Ray Blowers was a curious teen the last time a cigarette touched his lips.
As a high school teacher, he found the habit so vile he once burned tar paper in the faculty lounge to give his smoking co-workers a dose of their own choking medicine.
So how does such a rabid anti-puffer end up with enough ashtrays to start a motel chain?
That’s a question even Ray has trouble answering.
His wife of 42 years, Shirley, has an idea. “He’s lost it,” she says with a laugh from the kitchen of their Spokane Valley home. “I just want the things out of my dining room.”
I became acquainted with Ray and Shirley thanks to an ad he had placed in the newspaper:
Taking bids on entire collection of 700-plus ashtrays, including 14 tires, eight OJs, numerous crystals, art deco, advertising, ceramic, etc.
After years of observing people in varying degrees of strangeness, I’ve concluded that if anything exists on Earth, some compulsive souls will want to horde it.
Thimbles, matchbooks, pencils, animal hairballs … I once interviewed a sad case who had amassed more than 100 different brands of potato mashers.
Ray’s weakness is ashtrays. Gobs and gobs of them from hotels, gambling joints, radio stations, tourist attractions and cafes.
There’s one from the 1947 Tournament of Roses. Another that says, “We had a tub of fun in California,” and my personal favorite, “Souvenir of Spokene, Wash.”
“I think that one was made in Japan,” says Ray.
This man’s addiction began after he retired in 1991 from Central Valley High School, where he had taught for 33 years.
Perhaps he suddenly found himself with too much time on his hands and needed something - anything - to do. Or maybe this ashtray binge was a way to release the internal pressures from three decades of dealing with smart-mouthed kids.
Ray says he once walked into his classroom to find that some high-tech hoodlum had reprogrammed all the computers to flash “The Teacher Sucks” over and over again.
That just might push a guy off the sanity wagon.
Whatever the reason, Ray paid an antique dealer 25 bucks for a Firestone tire ashtray commemorating the 1939 New York world’s fair. The next thing Ray knew, he was as hooked as a nicotine fiend.

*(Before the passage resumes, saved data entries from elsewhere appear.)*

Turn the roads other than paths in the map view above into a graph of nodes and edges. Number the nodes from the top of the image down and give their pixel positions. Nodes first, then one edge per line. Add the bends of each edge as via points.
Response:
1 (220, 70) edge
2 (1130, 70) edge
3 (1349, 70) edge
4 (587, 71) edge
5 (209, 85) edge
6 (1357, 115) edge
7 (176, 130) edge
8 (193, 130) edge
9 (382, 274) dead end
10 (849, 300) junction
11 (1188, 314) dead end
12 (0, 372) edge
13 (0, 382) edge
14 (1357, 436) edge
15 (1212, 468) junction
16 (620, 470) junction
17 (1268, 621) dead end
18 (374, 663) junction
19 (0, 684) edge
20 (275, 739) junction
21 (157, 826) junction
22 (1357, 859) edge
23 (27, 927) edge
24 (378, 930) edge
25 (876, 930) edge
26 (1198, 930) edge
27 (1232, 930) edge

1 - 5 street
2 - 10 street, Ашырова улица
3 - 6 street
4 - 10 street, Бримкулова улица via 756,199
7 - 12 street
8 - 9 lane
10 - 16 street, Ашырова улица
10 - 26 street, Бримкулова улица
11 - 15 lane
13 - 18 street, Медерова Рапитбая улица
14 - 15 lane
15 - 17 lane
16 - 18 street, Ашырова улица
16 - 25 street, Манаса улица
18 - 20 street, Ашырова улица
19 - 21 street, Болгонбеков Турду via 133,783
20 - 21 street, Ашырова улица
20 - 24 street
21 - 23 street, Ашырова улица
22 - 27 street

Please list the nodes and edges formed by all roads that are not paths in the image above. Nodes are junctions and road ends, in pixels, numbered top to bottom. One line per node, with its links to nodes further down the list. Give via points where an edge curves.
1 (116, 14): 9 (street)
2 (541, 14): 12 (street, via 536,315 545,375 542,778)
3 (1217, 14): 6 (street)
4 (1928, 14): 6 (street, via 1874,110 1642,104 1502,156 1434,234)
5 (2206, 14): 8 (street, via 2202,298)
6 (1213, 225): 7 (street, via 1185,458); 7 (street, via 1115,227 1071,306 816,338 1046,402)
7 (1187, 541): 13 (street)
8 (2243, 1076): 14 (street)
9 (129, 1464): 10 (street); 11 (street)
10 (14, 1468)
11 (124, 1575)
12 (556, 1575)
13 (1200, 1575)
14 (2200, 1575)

In a quest to feed his ashtray hunger, Ray drove from Oregon to Canada, stopping at every antique store along the way.
But now, as the advertisement indicates, Ray wants to stop the madness. Cold turkey. The problem is that Ray is discovering the horrible truth about collecting ashtrays:
It’s a lonely, lonely endeavor.
The public isn’t exactly beating down Ray’s door. After a week, Ray’s ad had produced telephone calls from one guy who said he might call back, snoopy old me and two kids who wanted the O.J. Simpson ashtrays mentioned in the ad.
Ray hated to tell them the truth, that the “OJ” in his ad stands for post-World War II ashtrays made in “occupied Japan.”
“I wish I did have some O.J. Simpson ashtrays,” Ray muses glumly.
But here’s one nice thing about collecting ashtrays: It doesn’t cost you an arm and a leg to get started.
Back in the choking, smoking heydays, ashtrays routinely were stolen out of hotel rooms and bars. Seeing the wholesale thievery, canny business owners stamped advertising on them.
“Our Homemade Pies Makes Friends” reads the message on Ray’s GM Coffee Shop ashtray. (I hope the pies were better than the cafe’s grammar.)
So whataya say? Anyone in the market for a little knickknack honoring the 1963 Spokane Country Club Invitational golf tournament?
Ray says you can have the entire mess for $500.
Do I hear $450? OK, 400 bucks and he does a little dance and throws in delivery.
Ray, have you ever thought of collecting stamps?